WHAT YOU HAVE TO DO: For this exercise, copy each line of the records that contains the word "strokeStyle".

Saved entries
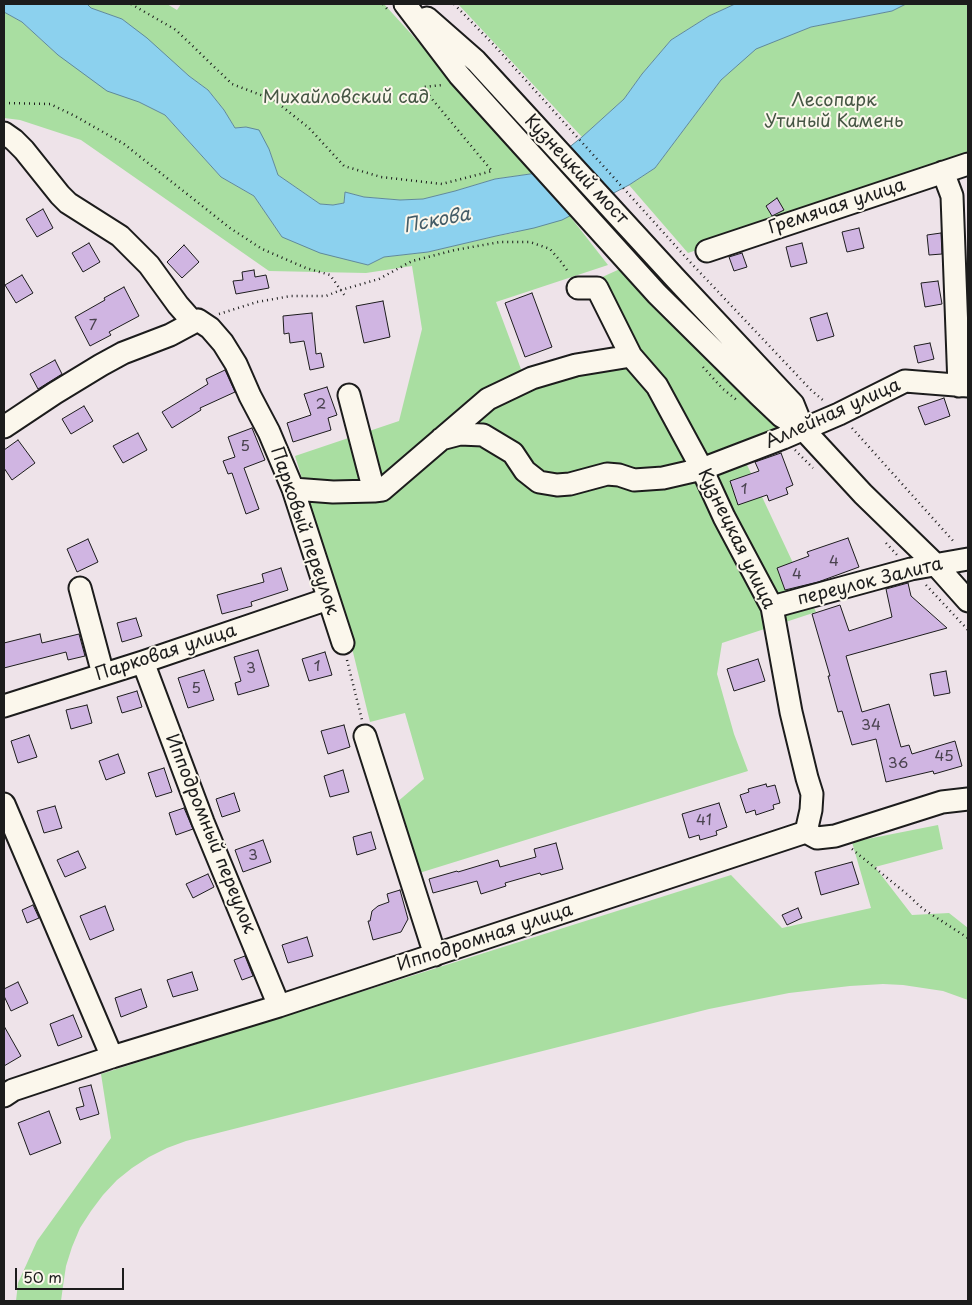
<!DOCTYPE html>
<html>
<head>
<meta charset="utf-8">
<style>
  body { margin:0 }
  #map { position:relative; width:972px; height:1305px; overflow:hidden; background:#eee3e9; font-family:"Playpen Sans",sans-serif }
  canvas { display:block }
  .frame { position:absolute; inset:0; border:5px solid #1c1c1c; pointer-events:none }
  .scale { position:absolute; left:15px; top:1268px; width:109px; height:22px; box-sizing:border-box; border:2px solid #1c1c1c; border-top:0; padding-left:6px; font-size:15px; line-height:18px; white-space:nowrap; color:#1c1c1c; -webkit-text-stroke:4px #fbf7ec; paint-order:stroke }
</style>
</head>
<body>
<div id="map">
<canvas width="972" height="1305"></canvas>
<div class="frame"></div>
<div class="scale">50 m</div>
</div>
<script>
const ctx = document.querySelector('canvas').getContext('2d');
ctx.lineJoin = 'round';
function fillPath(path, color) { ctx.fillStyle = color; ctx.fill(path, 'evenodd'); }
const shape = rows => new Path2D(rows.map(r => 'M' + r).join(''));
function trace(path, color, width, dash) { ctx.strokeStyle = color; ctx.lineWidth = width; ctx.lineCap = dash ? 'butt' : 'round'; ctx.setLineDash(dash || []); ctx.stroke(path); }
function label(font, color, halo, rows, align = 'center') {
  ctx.font = font + ' "Playpen Sans",sans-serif'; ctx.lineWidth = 4; ctx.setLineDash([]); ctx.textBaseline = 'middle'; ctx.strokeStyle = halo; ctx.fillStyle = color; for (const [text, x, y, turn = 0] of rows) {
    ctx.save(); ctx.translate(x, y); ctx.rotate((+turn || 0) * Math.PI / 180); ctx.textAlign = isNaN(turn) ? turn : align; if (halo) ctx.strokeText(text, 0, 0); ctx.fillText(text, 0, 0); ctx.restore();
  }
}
fillPath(shape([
  [87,4,167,4,177,10,181,4,384,4,537,173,495,179,455,191,423,199,400,200,364,197,345,192,344,203,333,205,320,204,278,175,269,149,246,127,235,128,224,110,208,90,189,76,122,19,91,8],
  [458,4,735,4,709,16,671,40,642,74,624,99,582,137],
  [906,4,962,4,968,5,968,158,688,253,629,185,655,168,721,80,756,48,811,27,892,11],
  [4,12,22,22,58,55,139,102,165,115,221,177,254,196,282,237,338,257,368,265,384,257,428,252,496,236,513,233,569,215,608,265,496,302,528,388,637,348,598,279,622,268,785,431,741,452,816,612,722,643,717,674,734,734,748,771,416,874,396,803,424,779,405,713,370,722,341,603,295,456,399,421,422,329,412,266,366,273,269,271,81,140,20,120,4,118],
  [938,825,943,849,875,867,912,915,949,913,968,928,968,1000,943,991,903,985,883,984,850,986,789,993,709,1009,186,1141,167,1148,149,1157,132,1168,117,1180,103,1195,91,1211,80,1228,72,1247,66,1266,63,1286,61,1301,16,1301,18,1283,37,1241,111,1138,101,1074,731,875,782,928,871,908,852,842]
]), '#a9dea1');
const water = shape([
  [4,4,87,4,91,8,122,19,147,38,189,76,208,90,224,110,235,128,246,127,259,130,269,149,278,175,320,204,333,205,344,203,345,192,364,197,400,200,423,199,455,191,495,179,537,173,582,137,624,99,642,74,671,40,709,16,735,4,906,4,892,11,811,27,756,49,721,80,655,168,629,185,562,220,534,228,496,236,428,252,384,257,368,265,320,253,282,237,254,196,221,177,165,115,139,102,107,91,58,55,22,22,4,12,4,4]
]);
fillPath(water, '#8cd1ee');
trace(water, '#5f899a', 1);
const building = shape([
  [777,198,784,210,772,216,766,206,777,198],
  [43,209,53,228,37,237,26,219,43,209],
  [859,228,864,248,847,252,842,232,859,228],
  [941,233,942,254,929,255,927,235,941,233],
  [89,243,100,262,83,272,72,253,89,243],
  [802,243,807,263,791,267,786,247,802,243],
  [184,245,199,262,182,278,167,262,184,245],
  [742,253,747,267,734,271,729,257,742,253],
  [254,270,255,277,266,275,269,288,236,294,233,281,243,280,242,272,254,270],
  [22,275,33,293,16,303,5,285,22,275],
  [938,281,942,304,925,307,921,283,938,281],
  [124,287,139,316,109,332,111,335,90,346,75,317,105,300,104,298,124,287],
  [532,293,552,347,525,357,505,303,532,293],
  [383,301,390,337,364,343,356,306,383,301],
  [312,313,316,354,321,353,324,367,310,370,304,341,290,343,289,333,284,334,283,316,312,313],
  [827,313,834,336,817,341,810,318,827,313],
  [930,343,934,359,918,363,914,346,930,343],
  [55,360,62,374,38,389,30,374,55,360],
  [225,370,235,392,200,408,201,410,172,428,162,412,208,384,206,379,225,370],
  [327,387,337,415,328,418,331,430,293,442,287,423,311,415,304,394,327,387],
  [944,398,950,416,925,425,918,407,944,398],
  [84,406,93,421,71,434,62,419,84,406],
  [252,428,265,460,244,468,259,509,246,514,232,473,228,474,223,461,235,457,228,437,252,428],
  [138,433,147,450,123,463,113,446,138,433],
  [18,440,35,463,12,480,4,468,4,450,18,440],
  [781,453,793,485,786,488,788,494,769,501,767,495,738,505,730,481,759,471,755,462,781,453],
  [848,538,859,567,818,582,785,590,777,568,809,556,807,552,848,538],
  [88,539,98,562,77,572,67,549,88,539],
  [281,568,288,590,251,602,252,606,222,614,217,595,264,582,262,574,281,568],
  [908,583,911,596,947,628,846,656,862,712,889,704,901,747,909,745,912,754,955,741,962,766,934,774,933,771,886,782,876,739,852,745,842,711,838,712,828,676,830,676,812,614,840,605,849,631,892,617,886,589,908,583],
  [136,618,142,636,122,642,117,623,136,618],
  [40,634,42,643,79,634,85,656,68,660,66,652,4,668,4,643,40,634],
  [258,650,269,686,238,695,235,683,241,681,234,657,258,650],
  [325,652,332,675,309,681,302,659,325,652],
  [758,659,765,681,734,691,727,669,758,659],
  [204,670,214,700,188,708,178,678,204,670],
  [946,671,950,693,934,696,930,674,946,671],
  [137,691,142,707,122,713,117,697,137,691],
  [87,705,92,723,71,729,66,710,87,705],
  [344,725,350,747,328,754,321,731,344,725],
  [29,735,37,757,18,763,11,741,29,735],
  [118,754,125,773,106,780,99,761,118,754],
  [164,768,172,792,156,797,148,773,164,768],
  [343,770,349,792,330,797,324,776,343,770],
  [766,784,767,787,775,785,780,803,773,805,774,809,756,815,755,810,746,813,740,795,749,792,748,789,766,784],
  [234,793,240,811,222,817,216,799,234,793],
  [719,803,727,827,716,831,717,835,700,840,699,835,689,838,682,814,719,803],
  [55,806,62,828,44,833,37,811,55,806],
  [184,808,193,829,176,835,169,813,184,808],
  [371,832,376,849,357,855,353,837,371,832],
  [263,840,271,862,243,872,235,850,263,840],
  [556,843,563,869,541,875,540,873,505,883,506,886,481,894,477,881,433,893,429,879,457,871,458,872,498,860,500,867,536,857,534,849,556,843],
  [78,851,86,868,65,877,57,860,78,851],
  [852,862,859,884,821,895,815,872,852,862],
  [208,874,214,887,193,898,186,884,208,874],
  [400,890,408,919,401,932,373,940,368,921,370,921,372,911,378,906,389,902,387,894,400,890],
  [33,905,39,918,27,923,22,910,33,905],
  [105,906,114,930,90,940,80,916,105,906],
  [798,908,802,918,787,925,782,915,798,908],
  [307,937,313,956,288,963,282,945,307,937],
  [245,956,253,976,242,980,234,960,245,956],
  [192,972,198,990,173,997,167,980,192,972],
  [18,982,28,1003,11,1011,4,996,4,989,18,982],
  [141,989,147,1007,121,1017,115,998,141,989],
  [73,1015,82,1037,58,1046,50,1024,73,1015],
  [4,1026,21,1056,4,1066,4,1026],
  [91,1085,99,1114,80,1120,76,1108,84,1106,79,1088,91,1085],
  [49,1111,61,1143,30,1155,18,1123,49,1111]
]);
fillPath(building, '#d0b5e2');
trace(building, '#1c1c1c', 1);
const minor = shape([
  [405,4,459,75,657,294,759,395,781,416,803,429,863,494,935,564,968,601],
  [427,18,476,61,676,279,793,404,803,429],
  [4,133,14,140,24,150,60,195,68,203,120,236,149,265,178,305,193,322],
  [943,172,952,196,959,386],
  [707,251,968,164],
  [578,288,597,288,631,356,657,386,702,469,724,517,772,607,791,712,807,778,812,794,811,810,806,832],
  [349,395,374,491],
  [4,427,55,393,101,365,123,353,170,335,198,320,210,328,223,343,236,364,250,396,269,432,293,489,343,643],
  [441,439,460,434,483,435,513,453,525,471,539,482,557,485,570,484,607,474,619,475,634,480,663,478,702,469,783,438,839,414,905,381,968,386],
  [293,489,333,492,374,491,382,490,488,399,532,378,576,365,631,356],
  [80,588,103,674],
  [772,607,911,569,968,559],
  [143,662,203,822,279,1006],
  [4,706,143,662,328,599],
  [365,736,435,955],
  [4,804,112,1057],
  [4,1096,13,1090,112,1057,279,1006,806,832,817,838,835,836,942,802,968,799]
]);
trace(minor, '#1c1c1c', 25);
trace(shape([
  [131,4,176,30,232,84,274,100,309,128,344,166,381,177,442,184,492,171,422,87,443,85],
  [383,4,388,10],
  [454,4,493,44,691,263,811,390,824,401],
  [4,103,50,104,75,116,124,144,230,228,262,249,306,268,330,275,345,296],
  [219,314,257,302,291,296,326,296,341,290,379,279,412,261,455,250,500,242,530,242,550,249,562,263,569,273],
  [703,367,723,389,738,401],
  [852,428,955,543],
  [795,450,813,468],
  [886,543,898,556],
  [926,585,968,630],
  [347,660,362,720],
  [852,849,908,895,923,909,968,938]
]), '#1c1c1c', 2.5, [1, 4]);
trace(minor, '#fbf7ec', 21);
label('15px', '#49424e', null, [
  ["7",93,326],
  ["2",321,405],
  ["5",245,447],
  ["1",744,490],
  ["4",834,562],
  ["4",797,575],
  ["1",317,667],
  ["3",251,669],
  ["5",196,689],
  ["34",871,726],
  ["45",944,757],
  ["36",898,764],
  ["41",704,821],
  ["3",253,856]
]);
label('18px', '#465644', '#fbf7ec', [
  ["Михайловский сад",346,98],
  ["Лесопарк",834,101],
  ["Утиный Камень",834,122]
]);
label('18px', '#1c1c1c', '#fbf7ec', [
  ["Кузнецкий мост",576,170,47],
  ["Гремячая улица",837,207,-18],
  ["Аллейная улица",833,414,-24],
  ["Парковый переулок",304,531,71],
  ["Кузнецкая улица",736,539,64],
  ["переулок Залита",870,582,-14],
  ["Парковая улица",166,653,-18],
  ["Ипподромный переулок",210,834,68],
  ["Ипподромная улица",485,938,-18]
]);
label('italic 19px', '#435b66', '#fbf7ec', [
  ["Пскова",437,221,-11]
]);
</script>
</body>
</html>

ANSWER AREA:
function trace(path, color, width, dash) { ctx.strokeStyle = color; ctx.lineWidth = width; ctx.lineCap = dash ? 'butt' : 'round'; ctx.setLineDash(dash || []); ctx.stroke(path); }
  ctx.font = font + ' "Playpen Sans",sans-serif'; ctx.lineWidth = 4; ctx.setLineDash([]); ctx.textBaseline = 'middle'; ctx.strokeStyle = halo; ctx.fillStyle = color; for (const [text, x, y, turn = 0] of rows) {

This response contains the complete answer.